═══ Data supplied ═══
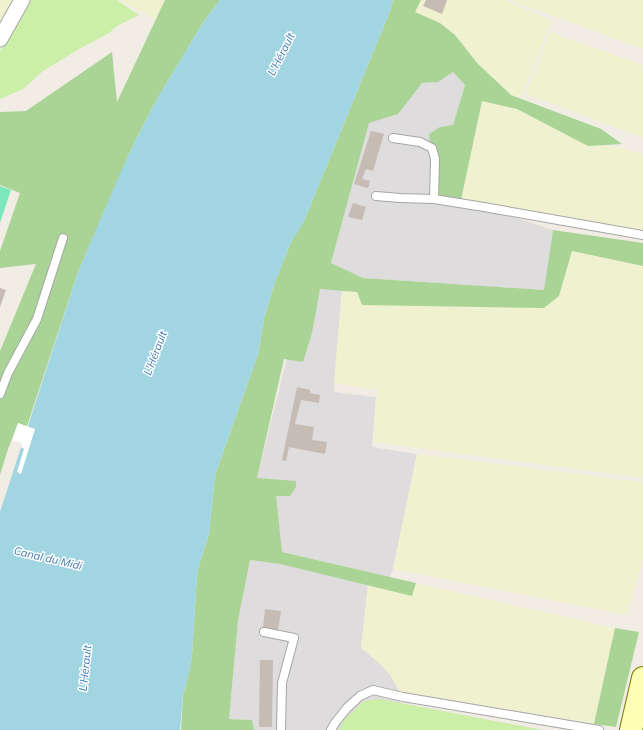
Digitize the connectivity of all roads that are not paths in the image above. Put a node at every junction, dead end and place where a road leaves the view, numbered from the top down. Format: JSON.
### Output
{"nodes":[{"id":1,"x":22,"y":0,"type":"edge"},
{"id":2,"x":0,"y":39,"type":"edge"},
{"id":3,"x":393,"y":138,"type":"dead end"},
{"id":4,"x":376,"y":196,"type":"dead end"},
{"id":5,"x":434,"y":199,"type":"junction"},
{"id":6,"x":643,"y":235,"type":"edge"},
{"id":7,"x":63,"y":238,"type":"dead end"},
{"id":8,"x":0,"y":394,"type":"edge"},
{"id":9,"x":264,"y":632,"type":"dead end"},
{"id":10,"x":643,"y":678,"type":"edge"},
{"id":11,"x":636,"y":722,"type":"edge"},
{"id":12,"x":281,"y":730,"type":"edge"},
{"id":13,"x":331,"y":730,"type":"edge"},
{"id":14,"x":599,"y":730,"type":"edge"}],
"edges":[{"from":1,"to":2,"type":"street"},
{"from":3,"to":5,"type":"lane"},
{"from":4,"to":5,"type":"lane"},
{"from":5,"to":6,"type":"lane"},
{"from":7,"to":8,"type":"lane"},
{"from":9,"to":12,"type":"lane"},
{"from":10,"to":11,"type":"main road"},
{"from":13,"to":14,"type":"lane"}]}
═══
*Instructions for the task*.
The records above need to be copied exactly, though not their pictures.

*Written reply*.
Digitize the connectivity of all roads that are not paths in the image above. Put a node at every junction, dead end and place where a road leaves the view, numbered from the top down. Format: JSON.
### Output
{"nodes":[{"id":1,"x":22,"y":0,"type":"edge"},
{"id":2,"x":0,"y":39,"type":"edge"},
{"id":3,"x":393,"y":138,"type":"dead end"},
{"id":4,"x":376,"y":196,"type":"dead end"},
{"id":5,"x":434,"y":199,"type":"junction"},
{"id":6,"x":643,"y":235,"type":"edge"},
{"id":7,"x":63,"y":238,"type":"dead end"},
{"id":8,"x":0,"y":394,"type":"edge"},
{"id":9,"x":264,"y":632,"type":"dead end"},
{"id":10,"x":643,"y":678,"type":"edge"},
{"id":11,"x":636,"y":722,"type":"edge"},
{"id":12,"x":281,"y":730,"type":"edge"},
{"id":13,"x":331,"y":730,"type":"edge"},
{"id":14,"x":599,"y":730,"type":"edge"}],
"edges":[{"from":1,"to":2,"type":"street"},
{"from":3,"to":5,"type":"lane"},
{"from":4,"to":5,"type":"lane"},
{"from":5,"to":6,"type":"lane"},
{"from":7,"to":8,"type":"lane"},
{"from":9,"to":12,"type":"lane"},
{"from":10,"to":11,"type":"main road"},
{"from":13,"to":14,"type":"lane"}]}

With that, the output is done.